Your will please report daily to the Secretary of War. Much interest is felt in your operations.


Secretary of War.

PITTSBURG LANDING, April 22, 1862.

Honorable A. LINCOLN:

No orders, to my knowledge, have been given to General Mitchel to destroy railroad bridges. On the contrary, he has saved some which were fired by the enemy. We shall be ready to move as soon as our transportation arrives.



PITTSBURG LANDING, April 22, 1862.

Major General JOHN POPE,

Commanding, Hamburg, Tenn.:

GENERAL: I inclose herewith a sketch of the country between the Tennessee River and Corinth, giving approximately the position of the roads and streams, the distances, &c.* It is proposed that your army take position on the Farmington road, its right connecting with General Buell on Lick Creek and its left covered by Chester Creek. As soon as your troops are in position and properly supplied you will repair and construct roads in advance for a forward movement. Your heavy artillery should be established for the protection of your depot, and pickets should be thrown out well in advance, to give notice of any movements of the enemy. The fords of Lick Creek should be examined and arrangements made for sending couriers to General Buell's headquarters, from which place information can be telegraphed to me. As you advance, direct communication will be established from you to these headquarters by telegraph. by these means I hope that you will keep me fully informed of everything that takes place on your line. In order that there should be a concert of action between the three armies, a constant communication must be maintained with these headquarters.

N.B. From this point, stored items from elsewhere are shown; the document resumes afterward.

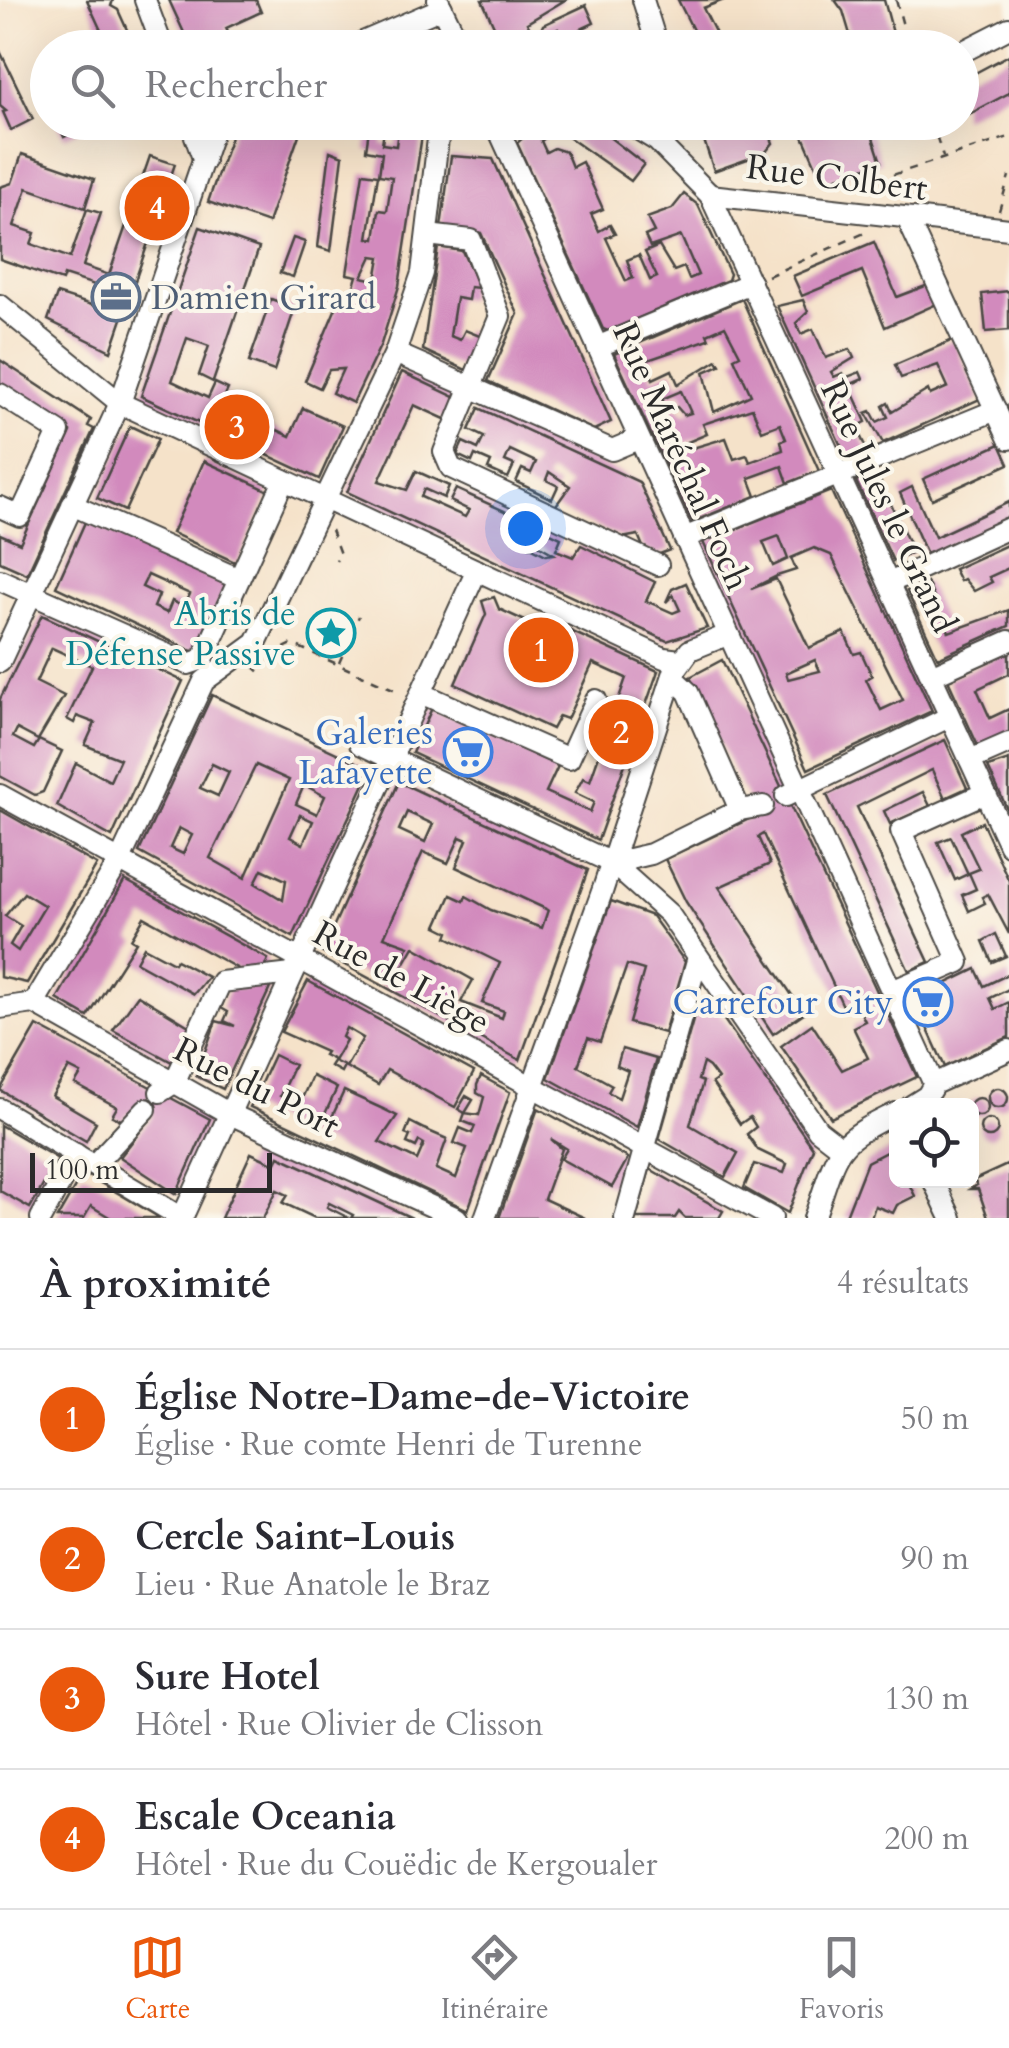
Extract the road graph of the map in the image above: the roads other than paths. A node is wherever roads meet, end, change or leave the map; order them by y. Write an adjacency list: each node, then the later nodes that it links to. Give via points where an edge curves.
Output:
1 (145, 0): 5 (street)
2 (643, 0): 8 (street)
3 (440, 4): 6 (street); 7 (street)
4 (1009, 28): 9 (street)
5 (156, 30)
6 (386, 30)
7 (452, 30)
8 (652, 30)
9 (979, 43)
10 (196, 140): 15 (street)
11 (210, 140): 15 (street)
12 (438, 140): 19 (street)
13 (503, 140): 22 (street, Rue Maréchal Foch)
14 (668, 140): 16 (street, Rue Colbert)
15 (204, 161): 26 (street)
16 (710, 194): 17 (street, Rue Colbert); 20 (street, Rue Jules le Grand)
17 (907, 218): 18 (street, Rue Colbert); 27 (street)
18 (1004, 221)
19 (427, 235): 23 (street); 24 (street, via 471,240 500,316)
20 (750, 283): 22 (street); 30 (street, Rue Jules le Grand)
21 (0, 305): 26 (street)
22 (597, 347): 28 (street, Rue Maréchal Foch)
23 (396, 353): 24 (street); 32 (street)
24 (474, 389): 28 (street, via 612,450); 37 (street, via 444,452 450,468)
25 (0, 394): 34 (street, via 59,432 20,516)
26 (120, 403): 31 (street); 33 (street)
27 (996, 410): 29 (street); 30 (street)
28 (638, 439): 36 (street, Rue Maréchal Foch)
29 (1009, 439)
30 (839, 475): 36 (street); 41 (street, Rue Jules le Grand)
31 (284, 480): 32 (street); 39 (street)
32 (333, 503): 38 (street); 61 (street, via 256,643 204,681)
33 (72, 505): 39 (street); 42 (street)
34 (0, 506)
35 (1009, 528): 41 (street)
36 (684, 538): 43 (street, Rue Maréchal Foch)
37 (658, 566)
38 (476, 570): 46 (street); 48 (street)
39 (239, 579): 42 (street, via 203,659 188,664)
40 (0, 580): 42 (street)
41 (888, 583): 47 (street, Rue Jules le Grand)
42 (34, 595): 45 (street)
43 (727, 635): 46 (street, via 690,650); 55 (street, Rue Maréchal Foch)
44 (1009, 640): 47 (street)
45 (0, 662)
46 (677, 670): 59 (street); 62 (street)
47 (932, 676): 50 (street, Rue Jules le Grand)
48 (421, 697): 49 (street, via 569,759); 53 (street)
49 (596, 700)
50 (949, 717): 54 (street, Rue Jules le Grand); 55 (street)
51 (1009, 742): 54 (street)
52 (360, 744): 53 (street)
53 (393, 760): 62 (street); 64 (street)
54 (970, 760): 56 (street, Rue Jules le Grand)
55 (792, 793): 65 (street, Rue Maréchal Foch)
56 (986, 794): 60 (street, Rue Jules le Grand); 65 (street, via 901,830 959,962)
57 (0, 795): 61 (street, Rue de Liège)
58 (764, 806): 59 (street)
59 (740, 810): 62 (street, via 651,854)
60 (1009, 846)
61 (120, 860): 64 (street, Rue de Liège); 66 (street)
62 (612, 863): 63 (street, via 669,914); 68 (street)
63 (698, 957): 76 (street); 77 (street, via 818,1130)
64 (296, 966): 68 (street, Rue de Liège); 70 (street, via 221,982); 74 (street)
65 (892, 991): 69 (street, Rue Maréchal Foch)
66 (18, 1007): 70 (street, Rue du Port)
67 (1009, 1050): 69 (street)
68 (532, 1084): 76 (street, Rue de Liège); 83 (street)
69 (934, 1084): 71 (street)
70 (167, 1087): 74 (street, Rue du Port)
71 (924, 1098)
72 (0, 1109): 78 (street)
73 (146, 1109): 78 (street)
74 (230, 1114): 81 (street); 82 (street, Rue du Port)
75 (889, 1116): 77 (street, via 851,1134)
76 (644, 1147): 84 (street); 85 (street, Rue de Liège)
77 (840, 1147): 86 (street)
78 (85, 1160): 80 (street); 81 (street)
79 (937, 1188): 87 (street)
80 (41, 1218)
81 (182, 1218)
82 (456, 1218)
83 (485, 1218)
84 (625, 1218)
85 (772, 1218)
86 (814, 1218)
87 (951, 1218)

General Grant's army will form the right wing, General Buell's the center, and yours the left. General Grant's right will rest on Owl Creek, and General Buell's left on Lick Creek until he advances to the crossings.

Further instructions will be given before a general advance is made.

Very respectfully, your obedient servant,




Pittsburg, April 23, 1862.

Major General U. S. GRANT, Commanding, &c.:

You will advance with your command tomorrow and take position


*Not found.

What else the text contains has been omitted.